This Hidden Sandwich Counter Could Hardly Exist Anywhere Else

All the chains taste and feel the same, so a Saran-wrapped lunch from the back of a liquor store really feels humane
gurney's bottle shop and sandwiches
All photos courtesy of O.W. Root.

Harbor Springs — Harbor Springs is one of the nicest towns in Michigan for a host of reasons: the lake, the houses, the climate, the history, the people, and the fact that there are no national chains in town. That’s a big deal. It makes everything one-of-kind.

gurney's bottle shop and sandwiches

At the very back of Gurney’s Bottle Shop, past the cash register, the liquor, the wine, the pop, and the beer, is the sandwich counter. In a liquor store, it’s usually the hard stuff that packs the punch, but not here. Behind the high counter, worn smooth from thousands of hungry Northern hands, the sandwich artists of Gurney’s concoct some of the best sandwiches in the deep North. 

gurney's bottle shop and sandwiches

These handheld meals, made beneath a modest fluorescent light in the back corner of the local small liquor store, demand our attention.

The menu is listed on a chalkboard hung on a paneled wall above a meat slicer and a small sink. Breads, meats, vegetables, and sauces. With the exception of tomatoes, Gurney’s has most of everything one would ever want waiting to be sandwiched between white, wheat, or rye.

gurney's bottle shop and sandwiches

It was near the end of the day, and as I waited at the counter, the girl making my sandwich informed me they were out of cucumbers and pickles. It didn’t matter. I asked for the works, including their famous deli sauce, and the result was late-lunch perfection. She stacked our three sandwiches in a tall tower resembling some kind of breaded Leaning Tower of Pisa, I grabbed a can of Coke and Squirt, a few bags of potato chips, and paid in cash—Gurney’s doesn’t accept credit cards—at the front. 

gurney's bottle shop and sandwiches

We walked four minutes and landed at a picnic table at Lakefront Park. Overlooking the bay, we watched groups of sunfish sail back and forth as we enjoyed our sandwiches on the quiet green.

The sandwiches from Gurney’s are great. The ingredients are right: They don’t skimp when it comes to piling on the good stuff, the deli sauce has a nice kick, the bread is fresh, and the price is great. But that’s not the whole story. It’s not only the sandwich on the plate that makes Gurney’s great.

gurney's bottle shop and sandwiches

It’s also the vibe of the shop. It’s a sandwich counter in the back corner of a liquor store that only takes cash or check. Think about it. Yeah, that’s a vibe. It’s the opposite of Apple Pay, DoorDash, gray sleek interiors, and the generally monotonous world where every place kind of, weirdly, seems to be the same in a way that you can’t really put your finger on. 

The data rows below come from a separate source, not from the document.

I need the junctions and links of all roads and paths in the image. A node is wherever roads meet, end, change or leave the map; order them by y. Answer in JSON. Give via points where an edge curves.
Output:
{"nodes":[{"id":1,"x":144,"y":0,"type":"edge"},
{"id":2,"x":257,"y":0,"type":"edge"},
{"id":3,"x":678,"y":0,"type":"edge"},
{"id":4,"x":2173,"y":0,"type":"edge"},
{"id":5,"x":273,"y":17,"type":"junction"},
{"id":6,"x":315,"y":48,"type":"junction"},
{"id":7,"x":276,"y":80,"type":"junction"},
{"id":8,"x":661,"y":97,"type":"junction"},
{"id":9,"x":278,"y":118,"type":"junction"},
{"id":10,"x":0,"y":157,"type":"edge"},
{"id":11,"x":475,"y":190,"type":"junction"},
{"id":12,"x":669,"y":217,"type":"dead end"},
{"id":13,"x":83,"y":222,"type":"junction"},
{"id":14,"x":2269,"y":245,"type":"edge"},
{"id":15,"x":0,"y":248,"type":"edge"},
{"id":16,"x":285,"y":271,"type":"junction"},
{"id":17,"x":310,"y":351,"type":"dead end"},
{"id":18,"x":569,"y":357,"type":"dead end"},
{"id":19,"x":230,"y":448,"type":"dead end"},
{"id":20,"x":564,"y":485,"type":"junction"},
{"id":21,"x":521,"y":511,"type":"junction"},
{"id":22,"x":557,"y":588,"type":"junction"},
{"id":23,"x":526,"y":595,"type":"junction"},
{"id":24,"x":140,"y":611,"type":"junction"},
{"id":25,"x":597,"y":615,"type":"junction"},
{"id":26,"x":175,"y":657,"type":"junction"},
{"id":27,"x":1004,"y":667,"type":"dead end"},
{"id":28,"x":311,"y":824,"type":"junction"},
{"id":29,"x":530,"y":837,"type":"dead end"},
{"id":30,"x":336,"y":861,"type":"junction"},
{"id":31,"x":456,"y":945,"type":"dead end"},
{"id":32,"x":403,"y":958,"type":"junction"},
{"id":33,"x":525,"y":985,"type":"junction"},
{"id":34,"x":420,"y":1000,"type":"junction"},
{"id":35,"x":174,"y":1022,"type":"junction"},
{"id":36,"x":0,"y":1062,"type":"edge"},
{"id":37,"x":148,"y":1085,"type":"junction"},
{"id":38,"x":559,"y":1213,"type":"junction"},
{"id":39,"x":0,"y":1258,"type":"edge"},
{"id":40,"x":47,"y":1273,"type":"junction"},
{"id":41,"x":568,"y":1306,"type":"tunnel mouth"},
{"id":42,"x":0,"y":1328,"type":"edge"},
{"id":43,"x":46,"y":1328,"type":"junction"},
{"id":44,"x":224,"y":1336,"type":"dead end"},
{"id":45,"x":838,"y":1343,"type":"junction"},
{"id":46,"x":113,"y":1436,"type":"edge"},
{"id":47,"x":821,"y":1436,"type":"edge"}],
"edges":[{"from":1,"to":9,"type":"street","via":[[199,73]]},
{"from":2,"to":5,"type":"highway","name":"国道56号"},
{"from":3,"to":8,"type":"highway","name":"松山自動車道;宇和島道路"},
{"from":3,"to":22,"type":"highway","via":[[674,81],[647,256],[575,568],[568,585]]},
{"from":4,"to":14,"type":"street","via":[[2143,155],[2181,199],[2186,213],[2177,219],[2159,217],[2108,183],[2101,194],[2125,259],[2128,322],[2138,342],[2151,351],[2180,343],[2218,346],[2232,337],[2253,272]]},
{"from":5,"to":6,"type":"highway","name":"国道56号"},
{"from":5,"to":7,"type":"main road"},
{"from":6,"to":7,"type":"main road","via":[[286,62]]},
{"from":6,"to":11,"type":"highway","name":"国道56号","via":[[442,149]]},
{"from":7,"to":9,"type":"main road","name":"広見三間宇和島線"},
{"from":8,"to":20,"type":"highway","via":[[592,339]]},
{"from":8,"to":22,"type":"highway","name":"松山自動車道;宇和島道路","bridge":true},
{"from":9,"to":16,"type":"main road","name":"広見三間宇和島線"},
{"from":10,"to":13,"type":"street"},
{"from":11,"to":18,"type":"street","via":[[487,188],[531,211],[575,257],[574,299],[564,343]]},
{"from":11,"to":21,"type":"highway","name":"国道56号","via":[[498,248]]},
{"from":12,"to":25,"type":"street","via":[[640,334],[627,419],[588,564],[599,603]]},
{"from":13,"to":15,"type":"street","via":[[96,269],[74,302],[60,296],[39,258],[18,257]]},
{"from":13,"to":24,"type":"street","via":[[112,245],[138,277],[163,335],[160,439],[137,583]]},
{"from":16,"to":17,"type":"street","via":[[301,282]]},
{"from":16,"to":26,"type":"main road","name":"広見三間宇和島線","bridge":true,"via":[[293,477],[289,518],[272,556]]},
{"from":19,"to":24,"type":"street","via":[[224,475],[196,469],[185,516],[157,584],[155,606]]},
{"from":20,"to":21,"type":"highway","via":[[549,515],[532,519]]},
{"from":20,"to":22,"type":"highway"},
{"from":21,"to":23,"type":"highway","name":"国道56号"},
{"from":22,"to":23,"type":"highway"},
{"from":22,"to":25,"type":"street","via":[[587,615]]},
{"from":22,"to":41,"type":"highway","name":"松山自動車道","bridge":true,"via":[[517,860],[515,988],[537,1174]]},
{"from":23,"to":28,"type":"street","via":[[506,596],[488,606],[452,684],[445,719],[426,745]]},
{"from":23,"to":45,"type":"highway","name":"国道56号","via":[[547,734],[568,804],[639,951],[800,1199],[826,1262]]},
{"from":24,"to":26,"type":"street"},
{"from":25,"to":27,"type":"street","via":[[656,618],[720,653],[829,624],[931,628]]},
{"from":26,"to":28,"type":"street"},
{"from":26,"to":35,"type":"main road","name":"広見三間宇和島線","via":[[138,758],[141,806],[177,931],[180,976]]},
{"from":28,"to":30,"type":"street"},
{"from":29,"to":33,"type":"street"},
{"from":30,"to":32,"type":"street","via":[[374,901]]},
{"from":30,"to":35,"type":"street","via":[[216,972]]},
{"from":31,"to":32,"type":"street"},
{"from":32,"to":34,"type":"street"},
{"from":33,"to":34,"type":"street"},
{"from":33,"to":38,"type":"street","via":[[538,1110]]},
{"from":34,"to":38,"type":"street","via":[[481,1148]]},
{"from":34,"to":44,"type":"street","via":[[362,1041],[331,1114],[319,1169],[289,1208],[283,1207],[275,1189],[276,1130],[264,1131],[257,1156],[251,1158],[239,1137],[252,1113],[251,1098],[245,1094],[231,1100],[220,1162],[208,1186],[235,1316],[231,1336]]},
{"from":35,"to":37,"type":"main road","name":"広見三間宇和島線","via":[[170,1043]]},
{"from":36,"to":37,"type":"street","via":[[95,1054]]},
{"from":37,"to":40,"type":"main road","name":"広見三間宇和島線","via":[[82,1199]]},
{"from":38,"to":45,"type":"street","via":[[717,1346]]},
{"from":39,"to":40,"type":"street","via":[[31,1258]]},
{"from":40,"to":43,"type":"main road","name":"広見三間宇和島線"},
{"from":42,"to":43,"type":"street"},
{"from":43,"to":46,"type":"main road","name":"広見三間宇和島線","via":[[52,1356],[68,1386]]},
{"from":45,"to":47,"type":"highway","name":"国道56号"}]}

It’s unique that they don’t offer tomatoes. They just don’t have them, and that’s that. It’s a quirky thing, a weird thing, a funny thing, something that isn’t really anywhere else. It’s a Gurney’s thing. 

gurney's bottle shop and sandwiches

It’s that they were out of cucumbers and pickles. Because of course they were out when I came in an hour before closing. It’s not one location of 75,000 found across the North American continent, all following a corporate policy that requires every single ingredient to be available any time of day.

Gurney’s is a small independent sandwich shop in a town in the deep North with a population of 1,274. Of course they were out of a couple things at the end of the day. There’s something so real about that. It’s refreshing. 

gurney's bottle shop and sandwiches

Subway, Jimmy John’s, Potbelly, and every other national sandwich chain has their own custom paper they use to wrap their sandwiches. It’s the same everywhere in every shop, from Anchorage to Fort Lauderdale. Gurney’s doesn’t have their own custom paper or corporate policy mandating strict uniformity of packaging. They stack your sandwiches on the counter right where you ordered, wrapped in simple Saran wrap, the kind you have at home in the kitchen drawer next to the sink. It feels homey, or intimate, or maybe just normal. Really normal. 

gurney's bottle shop and sandwiches

What makes Gurney’s just a little better than the rest of these wonderful Instagram-able places in Harbor Springs is its bare authenticity. It’s that getting a great sandwich in the back of a liquor store feels so good. It feels almost like something you’d find in a big city, not a perfect little town on the lake Up North. There isn’t even a sign on the front of the store or any allusion to the fact that there are sandwiches in the back.

An undercurrent in our modern ennui is an inescapable feeling that everything is kind of the same. Pre-packaged, commercialized, available on every app. It’s nice on paper but not really what we want at all. We all feel let down by a world of sameness. 

gurney's bottle shop and sandwiches

And that’s why Gurney’s is special. It’s the opposite of that world. It’s not faceless kiosks that take your order. It’s a great sandwich that tastes homemade. It’s a local shop with real people. It’s a sandwich counter in the back of a liquor store, and it feels so real, so good, and so right.